To say the US also has no R&D is also a fallacy - who are the major players in things like GM crops? If they are not important why is the US administration literally trying to force the stuff down the throats of unwilling markets across the planet?
For years all Europeans (private and industrial) have paid much higher energy costs than in the US. Compare what the US consumer pays for a gallon of gas to what it costs in any other major industrial nation. Is that fair? Doesn't that create unfair advantages?
As globalization spreads - heavily led by US companies - there is of course a downside: outsourcing, factory closures etc. Surely though this is the price that has to be paid - how can you have your cake and eat it too? Believe me, if you think you are hurting now in the States you should have tried living in the UK when Margeret Thatcher was in power - ouch!!!
The only reason that I heard from the US about why they wouldn't sign up to Kyoto was that it 'was not in the economic interests of America'. That is the same standpoint that was much later taken by Russia. India and China I don't really know about I have to admit - but I suspect the same sort of self-centered reasoning. More than 200 other countries did - including all the European Union, Japan, Australia, & South Korea. To use an argument that 3 other countries didn't so why should the US (when it was actually the US who refused first I believe) seems ridiculous to me.
If the object of the exercise is to save the planet surely we need a plan?
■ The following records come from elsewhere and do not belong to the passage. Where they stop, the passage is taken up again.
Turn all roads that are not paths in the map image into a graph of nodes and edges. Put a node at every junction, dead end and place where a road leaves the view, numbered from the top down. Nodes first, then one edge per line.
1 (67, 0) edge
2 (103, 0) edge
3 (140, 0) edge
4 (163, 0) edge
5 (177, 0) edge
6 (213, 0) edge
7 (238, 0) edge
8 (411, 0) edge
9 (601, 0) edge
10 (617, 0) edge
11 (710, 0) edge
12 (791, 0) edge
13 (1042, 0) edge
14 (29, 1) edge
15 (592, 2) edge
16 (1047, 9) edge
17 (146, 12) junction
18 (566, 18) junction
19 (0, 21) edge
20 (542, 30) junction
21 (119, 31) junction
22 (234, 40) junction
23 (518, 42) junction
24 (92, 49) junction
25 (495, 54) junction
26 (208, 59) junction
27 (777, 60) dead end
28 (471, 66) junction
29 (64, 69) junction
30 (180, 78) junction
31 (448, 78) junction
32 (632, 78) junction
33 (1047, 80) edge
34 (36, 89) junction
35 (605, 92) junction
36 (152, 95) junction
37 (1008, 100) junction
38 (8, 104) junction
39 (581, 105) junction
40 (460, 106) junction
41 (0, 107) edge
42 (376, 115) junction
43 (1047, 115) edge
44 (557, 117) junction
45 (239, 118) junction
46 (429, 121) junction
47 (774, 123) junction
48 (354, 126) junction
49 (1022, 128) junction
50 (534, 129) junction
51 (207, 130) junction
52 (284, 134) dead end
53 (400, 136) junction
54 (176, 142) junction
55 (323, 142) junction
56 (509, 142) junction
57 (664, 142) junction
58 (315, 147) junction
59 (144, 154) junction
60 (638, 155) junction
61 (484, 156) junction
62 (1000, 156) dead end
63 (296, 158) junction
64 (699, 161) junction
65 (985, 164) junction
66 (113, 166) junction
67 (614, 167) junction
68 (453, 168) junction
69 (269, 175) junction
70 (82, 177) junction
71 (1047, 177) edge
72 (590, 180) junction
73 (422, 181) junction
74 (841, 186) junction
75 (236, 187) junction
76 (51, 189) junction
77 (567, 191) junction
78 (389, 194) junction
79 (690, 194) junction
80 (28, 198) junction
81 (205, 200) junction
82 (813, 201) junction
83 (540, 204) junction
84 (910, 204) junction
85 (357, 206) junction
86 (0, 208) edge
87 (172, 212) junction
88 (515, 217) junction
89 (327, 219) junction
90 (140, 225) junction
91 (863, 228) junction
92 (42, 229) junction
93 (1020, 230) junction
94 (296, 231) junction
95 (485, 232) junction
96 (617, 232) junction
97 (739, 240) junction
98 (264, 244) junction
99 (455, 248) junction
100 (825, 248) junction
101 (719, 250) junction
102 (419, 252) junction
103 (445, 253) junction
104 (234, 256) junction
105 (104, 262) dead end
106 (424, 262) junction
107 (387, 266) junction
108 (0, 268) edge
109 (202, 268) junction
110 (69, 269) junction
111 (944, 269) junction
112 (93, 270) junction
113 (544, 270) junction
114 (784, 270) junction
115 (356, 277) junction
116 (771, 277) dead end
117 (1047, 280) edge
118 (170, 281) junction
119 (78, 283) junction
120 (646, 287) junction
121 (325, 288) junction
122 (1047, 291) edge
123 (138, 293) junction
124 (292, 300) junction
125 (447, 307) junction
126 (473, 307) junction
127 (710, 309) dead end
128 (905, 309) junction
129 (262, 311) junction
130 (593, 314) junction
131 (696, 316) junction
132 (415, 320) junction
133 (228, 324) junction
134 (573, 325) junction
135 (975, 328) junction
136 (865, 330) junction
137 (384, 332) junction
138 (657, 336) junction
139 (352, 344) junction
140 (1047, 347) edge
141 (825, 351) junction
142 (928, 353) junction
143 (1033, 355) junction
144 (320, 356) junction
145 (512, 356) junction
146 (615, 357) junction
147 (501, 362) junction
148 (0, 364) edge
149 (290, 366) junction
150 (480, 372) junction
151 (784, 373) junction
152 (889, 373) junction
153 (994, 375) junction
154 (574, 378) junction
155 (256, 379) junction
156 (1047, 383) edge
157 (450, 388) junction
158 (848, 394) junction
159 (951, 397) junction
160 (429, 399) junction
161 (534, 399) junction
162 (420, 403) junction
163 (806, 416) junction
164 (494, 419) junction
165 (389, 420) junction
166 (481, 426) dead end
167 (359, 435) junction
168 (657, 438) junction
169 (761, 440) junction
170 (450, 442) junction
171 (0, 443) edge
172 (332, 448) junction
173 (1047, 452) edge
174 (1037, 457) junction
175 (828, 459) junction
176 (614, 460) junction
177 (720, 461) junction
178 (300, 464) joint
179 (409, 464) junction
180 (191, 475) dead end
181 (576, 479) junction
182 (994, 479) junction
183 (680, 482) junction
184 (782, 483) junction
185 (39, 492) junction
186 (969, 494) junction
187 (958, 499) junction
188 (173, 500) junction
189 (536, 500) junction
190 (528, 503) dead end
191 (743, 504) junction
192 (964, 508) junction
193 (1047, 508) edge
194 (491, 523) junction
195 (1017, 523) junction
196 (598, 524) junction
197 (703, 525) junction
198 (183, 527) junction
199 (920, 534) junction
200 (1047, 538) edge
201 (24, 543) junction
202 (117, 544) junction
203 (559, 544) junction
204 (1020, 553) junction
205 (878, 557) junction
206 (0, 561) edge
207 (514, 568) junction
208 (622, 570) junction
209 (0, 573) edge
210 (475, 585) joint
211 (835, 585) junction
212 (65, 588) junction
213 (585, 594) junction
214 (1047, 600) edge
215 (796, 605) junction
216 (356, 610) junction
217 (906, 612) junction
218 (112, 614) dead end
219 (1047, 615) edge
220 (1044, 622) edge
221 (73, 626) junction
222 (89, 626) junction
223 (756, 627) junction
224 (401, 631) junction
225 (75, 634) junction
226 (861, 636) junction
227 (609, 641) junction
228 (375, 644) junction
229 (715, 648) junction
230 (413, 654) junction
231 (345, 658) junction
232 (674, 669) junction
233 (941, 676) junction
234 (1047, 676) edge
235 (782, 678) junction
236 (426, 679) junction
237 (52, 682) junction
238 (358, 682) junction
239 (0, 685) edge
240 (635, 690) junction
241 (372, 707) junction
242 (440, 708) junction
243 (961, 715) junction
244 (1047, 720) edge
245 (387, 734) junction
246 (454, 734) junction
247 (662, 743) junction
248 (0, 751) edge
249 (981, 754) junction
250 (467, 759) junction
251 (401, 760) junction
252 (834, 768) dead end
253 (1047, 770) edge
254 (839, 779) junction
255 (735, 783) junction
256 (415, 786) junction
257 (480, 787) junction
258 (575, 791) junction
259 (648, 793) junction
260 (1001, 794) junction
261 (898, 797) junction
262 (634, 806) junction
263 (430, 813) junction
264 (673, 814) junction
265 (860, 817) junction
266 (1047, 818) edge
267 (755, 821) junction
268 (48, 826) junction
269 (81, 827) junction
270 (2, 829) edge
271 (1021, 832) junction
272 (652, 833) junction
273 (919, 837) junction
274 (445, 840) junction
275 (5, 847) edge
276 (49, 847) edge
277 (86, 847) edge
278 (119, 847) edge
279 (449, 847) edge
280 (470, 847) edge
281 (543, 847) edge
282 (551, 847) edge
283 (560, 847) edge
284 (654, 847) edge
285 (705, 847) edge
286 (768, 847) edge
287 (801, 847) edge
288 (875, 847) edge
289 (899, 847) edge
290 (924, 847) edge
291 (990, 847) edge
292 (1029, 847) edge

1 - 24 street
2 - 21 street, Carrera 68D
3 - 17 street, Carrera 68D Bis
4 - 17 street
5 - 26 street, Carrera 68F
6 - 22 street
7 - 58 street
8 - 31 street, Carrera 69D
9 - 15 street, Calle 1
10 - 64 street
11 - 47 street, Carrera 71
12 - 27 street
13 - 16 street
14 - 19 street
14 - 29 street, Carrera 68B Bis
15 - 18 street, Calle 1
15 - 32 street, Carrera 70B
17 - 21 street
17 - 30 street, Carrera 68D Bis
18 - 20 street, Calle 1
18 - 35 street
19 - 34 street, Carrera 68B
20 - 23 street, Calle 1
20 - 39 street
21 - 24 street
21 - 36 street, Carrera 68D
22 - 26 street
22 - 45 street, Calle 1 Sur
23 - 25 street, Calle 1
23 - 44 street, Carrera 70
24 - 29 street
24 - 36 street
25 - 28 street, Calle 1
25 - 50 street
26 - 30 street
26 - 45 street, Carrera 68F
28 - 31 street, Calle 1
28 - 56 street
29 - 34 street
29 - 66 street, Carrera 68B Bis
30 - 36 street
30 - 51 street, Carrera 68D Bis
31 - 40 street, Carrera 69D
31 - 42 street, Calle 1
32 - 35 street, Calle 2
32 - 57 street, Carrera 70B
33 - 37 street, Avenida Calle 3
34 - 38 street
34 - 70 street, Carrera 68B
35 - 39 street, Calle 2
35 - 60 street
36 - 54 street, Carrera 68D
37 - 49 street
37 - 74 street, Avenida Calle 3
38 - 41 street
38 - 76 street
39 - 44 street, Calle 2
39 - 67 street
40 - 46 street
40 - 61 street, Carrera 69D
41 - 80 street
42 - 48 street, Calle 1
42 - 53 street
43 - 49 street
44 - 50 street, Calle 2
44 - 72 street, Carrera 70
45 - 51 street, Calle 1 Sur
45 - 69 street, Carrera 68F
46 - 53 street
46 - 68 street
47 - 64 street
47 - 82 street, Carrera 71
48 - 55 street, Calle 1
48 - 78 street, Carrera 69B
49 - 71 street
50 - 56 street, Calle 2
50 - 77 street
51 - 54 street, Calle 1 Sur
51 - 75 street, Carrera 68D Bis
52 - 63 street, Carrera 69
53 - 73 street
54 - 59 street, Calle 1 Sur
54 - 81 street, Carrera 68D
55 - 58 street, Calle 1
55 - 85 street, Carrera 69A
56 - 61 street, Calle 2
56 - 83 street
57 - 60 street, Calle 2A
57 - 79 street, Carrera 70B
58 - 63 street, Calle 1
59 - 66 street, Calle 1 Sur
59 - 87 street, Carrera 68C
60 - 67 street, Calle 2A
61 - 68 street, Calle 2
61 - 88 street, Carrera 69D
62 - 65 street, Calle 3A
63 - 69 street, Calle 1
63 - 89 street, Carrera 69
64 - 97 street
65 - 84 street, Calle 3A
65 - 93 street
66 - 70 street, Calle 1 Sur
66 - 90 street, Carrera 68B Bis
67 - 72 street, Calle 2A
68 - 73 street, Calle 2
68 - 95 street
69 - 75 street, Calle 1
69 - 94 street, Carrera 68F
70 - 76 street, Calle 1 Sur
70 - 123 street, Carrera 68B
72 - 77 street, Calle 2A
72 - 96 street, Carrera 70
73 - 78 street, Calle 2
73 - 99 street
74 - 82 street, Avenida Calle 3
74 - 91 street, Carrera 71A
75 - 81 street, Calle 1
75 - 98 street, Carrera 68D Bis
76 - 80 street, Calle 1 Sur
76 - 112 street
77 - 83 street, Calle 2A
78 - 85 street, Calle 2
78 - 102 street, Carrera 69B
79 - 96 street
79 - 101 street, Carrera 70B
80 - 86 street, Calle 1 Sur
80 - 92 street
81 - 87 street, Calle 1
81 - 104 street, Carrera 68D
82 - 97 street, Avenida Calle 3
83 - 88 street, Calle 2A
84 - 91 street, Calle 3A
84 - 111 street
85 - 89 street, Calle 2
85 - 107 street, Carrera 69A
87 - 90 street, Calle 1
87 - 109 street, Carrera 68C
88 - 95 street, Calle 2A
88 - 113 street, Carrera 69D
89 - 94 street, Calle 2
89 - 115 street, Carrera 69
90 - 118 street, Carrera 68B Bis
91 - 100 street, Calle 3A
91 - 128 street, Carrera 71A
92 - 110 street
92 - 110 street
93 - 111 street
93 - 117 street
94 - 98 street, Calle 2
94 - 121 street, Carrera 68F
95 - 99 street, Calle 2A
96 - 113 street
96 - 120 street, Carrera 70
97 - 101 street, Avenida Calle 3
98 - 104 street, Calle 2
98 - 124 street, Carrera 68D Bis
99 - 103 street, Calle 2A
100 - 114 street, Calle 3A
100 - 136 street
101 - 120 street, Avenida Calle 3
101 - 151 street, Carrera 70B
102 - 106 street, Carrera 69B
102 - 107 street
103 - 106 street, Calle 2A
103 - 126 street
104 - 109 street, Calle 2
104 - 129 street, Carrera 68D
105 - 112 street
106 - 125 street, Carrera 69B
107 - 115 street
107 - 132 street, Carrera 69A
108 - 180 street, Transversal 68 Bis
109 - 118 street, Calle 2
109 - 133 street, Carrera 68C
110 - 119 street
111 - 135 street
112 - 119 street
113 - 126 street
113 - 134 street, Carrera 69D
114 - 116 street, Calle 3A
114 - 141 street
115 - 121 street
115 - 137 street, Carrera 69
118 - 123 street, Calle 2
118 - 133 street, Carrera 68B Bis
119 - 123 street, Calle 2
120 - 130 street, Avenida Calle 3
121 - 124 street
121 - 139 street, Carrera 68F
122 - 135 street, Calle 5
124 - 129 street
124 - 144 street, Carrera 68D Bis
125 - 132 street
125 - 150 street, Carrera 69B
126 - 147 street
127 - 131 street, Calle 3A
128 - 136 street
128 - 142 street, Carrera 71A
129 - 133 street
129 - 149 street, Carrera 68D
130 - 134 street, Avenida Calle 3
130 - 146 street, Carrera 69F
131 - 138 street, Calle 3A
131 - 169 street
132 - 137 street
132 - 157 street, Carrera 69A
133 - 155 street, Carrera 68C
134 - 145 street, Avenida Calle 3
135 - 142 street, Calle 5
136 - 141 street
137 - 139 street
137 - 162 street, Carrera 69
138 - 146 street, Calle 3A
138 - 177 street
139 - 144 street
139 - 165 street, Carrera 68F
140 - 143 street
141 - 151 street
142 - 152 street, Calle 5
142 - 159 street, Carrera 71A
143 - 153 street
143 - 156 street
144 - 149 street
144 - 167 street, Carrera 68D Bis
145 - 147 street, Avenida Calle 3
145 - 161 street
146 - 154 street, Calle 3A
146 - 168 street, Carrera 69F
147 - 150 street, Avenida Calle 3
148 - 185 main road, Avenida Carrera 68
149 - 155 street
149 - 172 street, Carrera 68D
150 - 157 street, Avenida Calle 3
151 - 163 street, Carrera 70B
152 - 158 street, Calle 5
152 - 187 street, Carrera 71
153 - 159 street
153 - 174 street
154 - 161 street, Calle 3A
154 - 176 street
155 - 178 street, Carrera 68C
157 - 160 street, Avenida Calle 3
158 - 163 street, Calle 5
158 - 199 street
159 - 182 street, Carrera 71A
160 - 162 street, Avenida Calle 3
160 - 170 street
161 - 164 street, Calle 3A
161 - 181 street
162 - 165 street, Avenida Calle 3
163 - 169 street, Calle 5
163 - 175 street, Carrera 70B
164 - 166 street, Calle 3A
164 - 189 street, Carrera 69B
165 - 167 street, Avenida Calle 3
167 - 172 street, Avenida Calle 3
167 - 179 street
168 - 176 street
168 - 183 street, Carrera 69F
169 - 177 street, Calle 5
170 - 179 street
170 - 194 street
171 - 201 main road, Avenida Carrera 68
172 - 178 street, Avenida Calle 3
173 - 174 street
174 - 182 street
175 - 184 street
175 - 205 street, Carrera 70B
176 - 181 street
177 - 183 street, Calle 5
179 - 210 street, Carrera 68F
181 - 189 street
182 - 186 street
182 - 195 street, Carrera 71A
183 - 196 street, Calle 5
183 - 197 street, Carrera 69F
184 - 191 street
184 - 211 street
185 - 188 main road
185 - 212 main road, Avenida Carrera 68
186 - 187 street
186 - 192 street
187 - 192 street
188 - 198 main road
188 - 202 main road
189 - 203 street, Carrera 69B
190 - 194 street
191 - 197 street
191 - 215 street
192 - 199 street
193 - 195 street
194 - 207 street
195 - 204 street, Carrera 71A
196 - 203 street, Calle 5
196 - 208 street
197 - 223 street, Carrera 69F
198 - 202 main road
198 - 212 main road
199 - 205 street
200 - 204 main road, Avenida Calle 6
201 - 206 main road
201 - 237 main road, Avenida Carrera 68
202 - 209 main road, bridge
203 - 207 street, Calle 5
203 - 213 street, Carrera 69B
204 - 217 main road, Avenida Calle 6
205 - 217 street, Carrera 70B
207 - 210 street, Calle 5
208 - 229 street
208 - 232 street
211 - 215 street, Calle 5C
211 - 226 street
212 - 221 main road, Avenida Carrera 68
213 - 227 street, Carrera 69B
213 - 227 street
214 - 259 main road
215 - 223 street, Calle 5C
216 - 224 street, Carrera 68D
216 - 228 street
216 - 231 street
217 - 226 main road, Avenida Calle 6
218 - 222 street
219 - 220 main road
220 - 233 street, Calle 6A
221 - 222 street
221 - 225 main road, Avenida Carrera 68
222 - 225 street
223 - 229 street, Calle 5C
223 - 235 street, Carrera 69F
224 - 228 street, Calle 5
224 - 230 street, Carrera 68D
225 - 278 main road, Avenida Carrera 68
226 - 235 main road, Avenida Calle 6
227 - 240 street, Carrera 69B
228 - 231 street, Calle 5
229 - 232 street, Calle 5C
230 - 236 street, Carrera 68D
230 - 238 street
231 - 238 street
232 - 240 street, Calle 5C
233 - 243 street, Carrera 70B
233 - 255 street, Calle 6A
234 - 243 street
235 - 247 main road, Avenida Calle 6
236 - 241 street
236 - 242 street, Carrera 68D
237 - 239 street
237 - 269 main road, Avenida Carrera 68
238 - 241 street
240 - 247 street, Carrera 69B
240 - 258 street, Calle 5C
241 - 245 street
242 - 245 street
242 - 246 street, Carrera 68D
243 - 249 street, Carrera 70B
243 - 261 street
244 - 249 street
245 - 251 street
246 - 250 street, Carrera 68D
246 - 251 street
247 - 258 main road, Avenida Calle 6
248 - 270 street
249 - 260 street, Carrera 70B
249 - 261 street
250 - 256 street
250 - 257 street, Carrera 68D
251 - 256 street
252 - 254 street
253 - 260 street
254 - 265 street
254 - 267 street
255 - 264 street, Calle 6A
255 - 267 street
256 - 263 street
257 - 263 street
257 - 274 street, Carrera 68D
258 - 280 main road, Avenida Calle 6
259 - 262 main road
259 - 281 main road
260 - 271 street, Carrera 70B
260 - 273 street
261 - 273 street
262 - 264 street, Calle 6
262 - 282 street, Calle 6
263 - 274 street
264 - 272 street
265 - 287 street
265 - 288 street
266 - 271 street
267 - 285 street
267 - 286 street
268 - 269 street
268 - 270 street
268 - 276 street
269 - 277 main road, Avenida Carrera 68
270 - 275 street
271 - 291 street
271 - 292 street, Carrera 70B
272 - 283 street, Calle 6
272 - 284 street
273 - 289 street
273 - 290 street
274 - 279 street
Kyoto is a plan that almost everyone agrees with - not an American plan - a World plan! If America can develop a better one (GWB said they could!) where is it? what is it? when is it going to happen??
Lots of countries have already gone through a lot of pain. No-one said that it's going to be free, or easy.
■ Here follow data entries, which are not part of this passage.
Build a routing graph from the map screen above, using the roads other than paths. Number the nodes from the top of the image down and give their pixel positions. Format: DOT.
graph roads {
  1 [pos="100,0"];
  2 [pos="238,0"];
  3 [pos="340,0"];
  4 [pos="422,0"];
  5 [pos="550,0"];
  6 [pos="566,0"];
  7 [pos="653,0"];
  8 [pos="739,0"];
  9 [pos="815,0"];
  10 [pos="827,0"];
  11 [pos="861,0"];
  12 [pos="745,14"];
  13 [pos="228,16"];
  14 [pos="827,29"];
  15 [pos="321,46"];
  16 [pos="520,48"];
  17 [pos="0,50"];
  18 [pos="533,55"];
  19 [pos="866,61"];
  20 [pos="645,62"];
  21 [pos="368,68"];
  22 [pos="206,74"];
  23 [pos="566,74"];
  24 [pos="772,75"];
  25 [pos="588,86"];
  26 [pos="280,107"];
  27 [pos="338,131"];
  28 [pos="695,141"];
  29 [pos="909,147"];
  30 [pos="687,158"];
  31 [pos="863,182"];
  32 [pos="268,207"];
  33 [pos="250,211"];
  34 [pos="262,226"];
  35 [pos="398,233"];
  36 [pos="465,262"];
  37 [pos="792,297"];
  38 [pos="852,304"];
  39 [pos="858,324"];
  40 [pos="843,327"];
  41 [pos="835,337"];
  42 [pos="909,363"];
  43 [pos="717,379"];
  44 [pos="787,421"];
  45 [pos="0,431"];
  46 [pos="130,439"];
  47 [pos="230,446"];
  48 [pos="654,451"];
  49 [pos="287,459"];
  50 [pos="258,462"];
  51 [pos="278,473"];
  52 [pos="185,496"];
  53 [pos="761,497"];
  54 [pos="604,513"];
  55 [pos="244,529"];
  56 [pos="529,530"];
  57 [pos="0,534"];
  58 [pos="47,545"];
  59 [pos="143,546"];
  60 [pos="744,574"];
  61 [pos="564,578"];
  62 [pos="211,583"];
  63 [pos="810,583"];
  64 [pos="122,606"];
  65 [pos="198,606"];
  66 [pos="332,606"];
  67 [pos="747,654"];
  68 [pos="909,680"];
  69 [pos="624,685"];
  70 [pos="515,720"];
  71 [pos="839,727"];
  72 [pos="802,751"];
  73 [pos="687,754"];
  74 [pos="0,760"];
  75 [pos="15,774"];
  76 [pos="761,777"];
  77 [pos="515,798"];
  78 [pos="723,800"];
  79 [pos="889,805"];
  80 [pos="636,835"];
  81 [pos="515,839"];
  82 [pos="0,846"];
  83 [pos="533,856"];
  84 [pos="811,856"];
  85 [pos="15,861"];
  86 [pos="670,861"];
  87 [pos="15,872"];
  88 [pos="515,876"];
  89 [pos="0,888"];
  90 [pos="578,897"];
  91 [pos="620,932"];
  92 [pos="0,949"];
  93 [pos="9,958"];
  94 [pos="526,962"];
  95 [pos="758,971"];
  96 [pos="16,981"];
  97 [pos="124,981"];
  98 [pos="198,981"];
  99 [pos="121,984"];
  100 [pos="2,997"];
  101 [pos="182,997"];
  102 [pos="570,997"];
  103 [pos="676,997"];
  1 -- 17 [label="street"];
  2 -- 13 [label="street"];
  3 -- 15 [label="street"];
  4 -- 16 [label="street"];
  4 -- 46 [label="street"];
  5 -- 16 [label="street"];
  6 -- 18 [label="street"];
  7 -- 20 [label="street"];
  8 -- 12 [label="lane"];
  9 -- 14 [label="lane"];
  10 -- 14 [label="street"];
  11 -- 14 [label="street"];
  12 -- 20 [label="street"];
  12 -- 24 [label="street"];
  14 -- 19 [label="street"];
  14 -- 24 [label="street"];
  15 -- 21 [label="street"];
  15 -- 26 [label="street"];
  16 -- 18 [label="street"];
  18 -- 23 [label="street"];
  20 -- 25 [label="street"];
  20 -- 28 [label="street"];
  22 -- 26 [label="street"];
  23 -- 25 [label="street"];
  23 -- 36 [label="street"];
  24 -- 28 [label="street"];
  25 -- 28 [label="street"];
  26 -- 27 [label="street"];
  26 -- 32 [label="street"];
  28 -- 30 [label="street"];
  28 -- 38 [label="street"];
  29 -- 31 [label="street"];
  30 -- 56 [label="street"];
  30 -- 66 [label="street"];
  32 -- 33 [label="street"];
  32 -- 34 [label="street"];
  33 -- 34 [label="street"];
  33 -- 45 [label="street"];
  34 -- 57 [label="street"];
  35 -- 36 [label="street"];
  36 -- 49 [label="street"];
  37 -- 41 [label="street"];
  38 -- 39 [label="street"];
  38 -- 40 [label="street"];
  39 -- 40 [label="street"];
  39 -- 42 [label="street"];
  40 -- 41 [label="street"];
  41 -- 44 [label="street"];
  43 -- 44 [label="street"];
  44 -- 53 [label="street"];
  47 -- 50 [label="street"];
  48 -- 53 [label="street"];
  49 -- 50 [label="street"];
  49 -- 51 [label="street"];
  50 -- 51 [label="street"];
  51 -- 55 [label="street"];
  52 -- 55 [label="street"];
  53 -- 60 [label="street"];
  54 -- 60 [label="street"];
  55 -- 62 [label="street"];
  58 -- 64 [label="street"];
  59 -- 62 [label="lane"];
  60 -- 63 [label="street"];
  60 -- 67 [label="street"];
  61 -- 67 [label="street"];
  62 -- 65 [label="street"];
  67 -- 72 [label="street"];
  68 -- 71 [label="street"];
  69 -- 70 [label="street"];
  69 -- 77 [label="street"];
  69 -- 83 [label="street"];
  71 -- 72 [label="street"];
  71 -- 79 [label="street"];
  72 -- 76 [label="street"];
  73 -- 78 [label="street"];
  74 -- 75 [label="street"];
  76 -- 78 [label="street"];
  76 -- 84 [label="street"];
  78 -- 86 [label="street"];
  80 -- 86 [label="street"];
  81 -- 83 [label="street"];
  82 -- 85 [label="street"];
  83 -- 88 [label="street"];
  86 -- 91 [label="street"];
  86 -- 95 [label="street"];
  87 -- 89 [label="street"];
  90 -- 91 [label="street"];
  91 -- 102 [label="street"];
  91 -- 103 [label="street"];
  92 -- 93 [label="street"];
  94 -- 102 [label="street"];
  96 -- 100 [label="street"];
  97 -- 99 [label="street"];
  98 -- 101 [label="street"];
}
With respect Kim - you're wrong. The reason Russia, India and China didn't sign on to the Kyoto protocol was because they are exempt.
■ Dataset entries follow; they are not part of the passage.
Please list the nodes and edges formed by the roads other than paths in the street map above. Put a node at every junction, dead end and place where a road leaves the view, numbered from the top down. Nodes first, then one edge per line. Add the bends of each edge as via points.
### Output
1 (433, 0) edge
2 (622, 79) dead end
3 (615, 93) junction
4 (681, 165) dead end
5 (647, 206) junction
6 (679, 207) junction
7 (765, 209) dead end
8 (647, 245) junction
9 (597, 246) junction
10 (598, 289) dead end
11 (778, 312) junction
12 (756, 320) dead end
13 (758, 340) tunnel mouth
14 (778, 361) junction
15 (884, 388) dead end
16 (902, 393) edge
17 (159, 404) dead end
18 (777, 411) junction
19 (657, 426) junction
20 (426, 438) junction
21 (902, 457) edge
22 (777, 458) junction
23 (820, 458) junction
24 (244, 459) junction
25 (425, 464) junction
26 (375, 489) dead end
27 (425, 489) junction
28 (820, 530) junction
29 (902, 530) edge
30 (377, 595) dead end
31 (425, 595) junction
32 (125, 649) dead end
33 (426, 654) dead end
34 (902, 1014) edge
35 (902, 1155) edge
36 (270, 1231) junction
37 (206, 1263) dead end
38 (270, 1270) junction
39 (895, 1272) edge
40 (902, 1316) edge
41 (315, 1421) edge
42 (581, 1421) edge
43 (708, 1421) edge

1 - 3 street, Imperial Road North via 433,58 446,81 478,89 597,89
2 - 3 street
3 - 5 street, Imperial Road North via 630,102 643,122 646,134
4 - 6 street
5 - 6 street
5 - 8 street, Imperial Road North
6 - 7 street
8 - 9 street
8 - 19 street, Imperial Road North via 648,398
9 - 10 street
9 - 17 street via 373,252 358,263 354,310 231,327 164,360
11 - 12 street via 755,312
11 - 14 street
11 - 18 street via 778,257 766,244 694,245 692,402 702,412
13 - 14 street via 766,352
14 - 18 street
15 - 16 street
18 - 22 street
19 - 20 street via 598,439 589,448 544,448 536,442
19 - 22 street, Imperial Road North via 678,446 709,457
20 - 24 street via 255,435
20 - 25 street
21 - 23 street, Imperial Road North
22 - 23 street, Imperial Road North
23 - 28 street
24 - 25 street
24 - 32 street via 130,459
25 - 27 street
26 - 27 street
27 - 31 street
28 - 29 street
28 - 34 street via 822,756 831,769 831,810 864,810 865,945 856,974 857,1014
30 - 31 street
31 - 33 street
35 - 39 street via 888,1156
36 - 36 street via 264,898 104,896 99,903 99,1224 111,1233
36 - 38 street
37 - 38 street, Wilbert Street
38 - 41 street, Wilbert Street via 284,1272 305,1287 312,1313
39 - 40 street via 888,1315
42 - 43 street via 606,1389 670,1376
Yes - the Kyoto protocol NEVER INTENDED to curb pollution controls from those countries. It was instituted in large part as a tax on the American's. And Bush was right not to sign on. The hypocrisy is stunning - after all, greenhouse gas emissions are global in their effects, unlike smog or particulate matter, which are primarily local. Chinese GHG emissions are just as bad as American or Australian. So to exempt those countries indicates a flawed plan right from the start.
 
Boogie - we disagree about whether your government should have signed Kyoto or not, but you are correct it was wrong from the start and mainly because it exempted China, India and the like. I think it would have set an example if the US had signed up.
Nevertheless the facts remain depressing and the marine ecosystem is the loser, as are we are divers. Three cheers for things like the (US-lead) PADI Project Aware.

I wish that all the diver training agencies would get behind a cross-agency project. Now wouldn't that be something. Any of you top guys out there?

Chris
 
Look again, Chris - my government DID sign the Kyoto protocol.

I'm not defending the US because I live there... I'm defending the USA because your allegations against them are way, way off base, and based on rhetoric, not the truth.
 
Of cours our waters are geting better we are sending all the manufacturing jobs of to other countrys to pollute another area, but a good deal of the of the manufactured items come to the US consumer. Meanwhile things look good environmet wise back at home, the trouble is the atmosphere is still being polluted at the same rate globaly. If you make a thousand cars at location A or B it is the same amount of pollution.
Mike is right we need to find a way to produce at the same rate with less waste not move the sh*t pile around the world then say it looks good because we can not see it.